C’est justement pour moi une bonne illustration, à ce qui est noté au-dessus. De la langue de bois et de la pure communication en meeting, mais lorsque tu l’écoutes sur France culture, lorsque tu lis des articles qui explique sa vision du libéralisme égalitaire, son inspiration du Prince de Machiavel ou regarde Paul Ricoeur qui est un philosophe qui l’a grandement inspiré, tu rentres dans la profondeur de sa vision politique qui n’est pas cachée, mais intéresse d’un coup bien moins de personne. Voir les polémiques durant la campagne sur la colonisation et son message du roman national. Je ne suis pas du tout pour sa vision politique, mais je pense qu’il est fondamental de comprendre sur quel principe idéologique les politiques actuels foncent dans le même mur. Et passé à côté de ça, simplifie la vision politique avec des conclusions qui peuvent en devenir caricaturale et être une impasse pour sortir du problème (l’exemple étant le conspirationnisme qui tente de simplifier toute la politique à l’extrême).

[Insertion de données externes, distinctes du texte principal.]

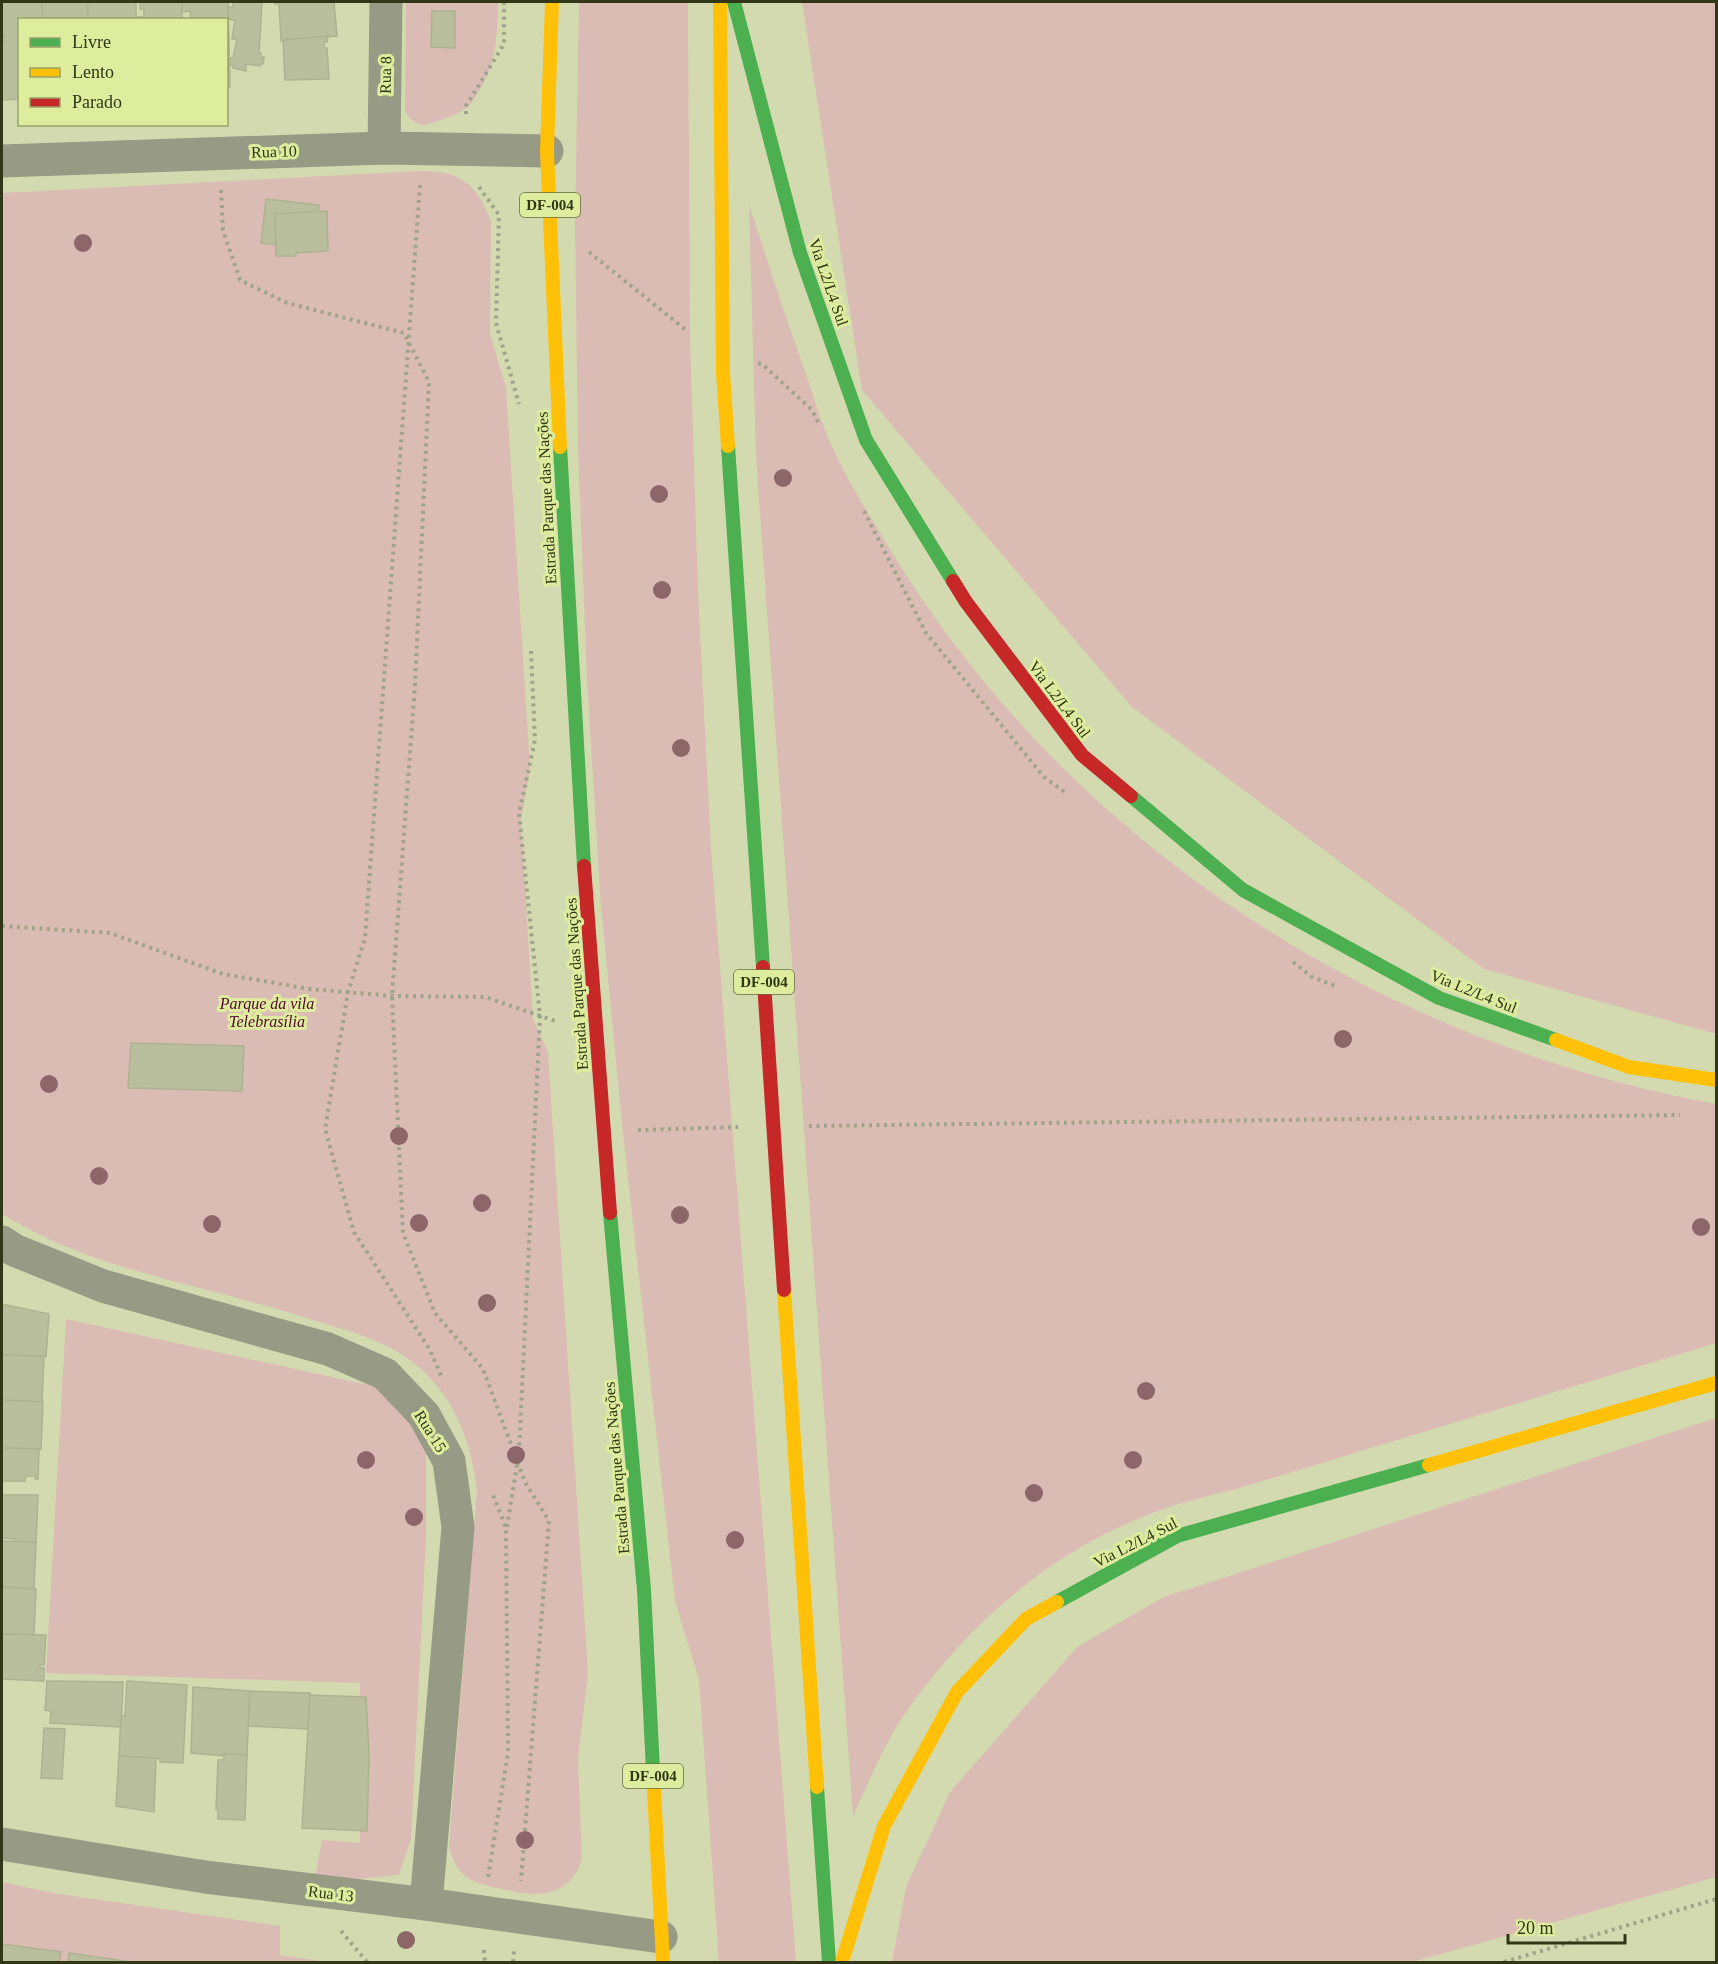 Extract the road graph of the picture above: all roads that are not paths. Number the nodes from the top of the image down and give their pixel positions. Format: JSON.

Si on regarde les personnes qui parlent du sujet de la pensée complexe avec, par exemple, Edgar Morin ou Chantal Mouffe (qui inspire la vision politique de… Mélenchon), on découvre un rapport à la politique bien différents du spectacle médiatique expliqué par des difficultés nouvelles. Comme l’explique par exemple dans l’illusion politique Ellul, on voit que l’idéologie qui veut mettre l’accent sur ce point est pourtant bien à gauche et contre le système en place, ce qui rejette l’idée de rhétorique pour ne pas faire évoluer les choses.
>>On peut intéresser les gens à tout, y compris des sujets supers compliqués, à condition de ne pas les prendre pour des imbéciles.
Je suis tout à fait d’accord avec ça, il faut juste accepter que ça demande beaucoup de temps de réflexion. Car, je pars de ce même principe et de fait tente de montrer que cette complexité a été pensée. Sinon on attend que nos politiciens continue à aller vers le mur pour reconstruire autre chose ensuite voir le livre L’Effondrement des sociétés complexes.
>>Faudrait-il réfléchir, à comment établir un lien de confiance entre la population et une certaine part de l’élite intellectuelle ?
Pour cela, il faudrait que les politiques soient responsables et pour ça, il faut une forme de retour possible, si aucun engagement du mandat n’a été réalisé, ou si le mandataire prend un virage idéologique bien différent de celui pour lequel il a été élu.
>> La politique n’est pas affaire de pure rationalité, mais aussi intuitivement de ce que m’évoque en terme de sentiment le discours, et l’individu qui le prononce….ça fait à mon sens quelque chose de tout aussi valable (ni plus ni moins) que l’aspect rationnel.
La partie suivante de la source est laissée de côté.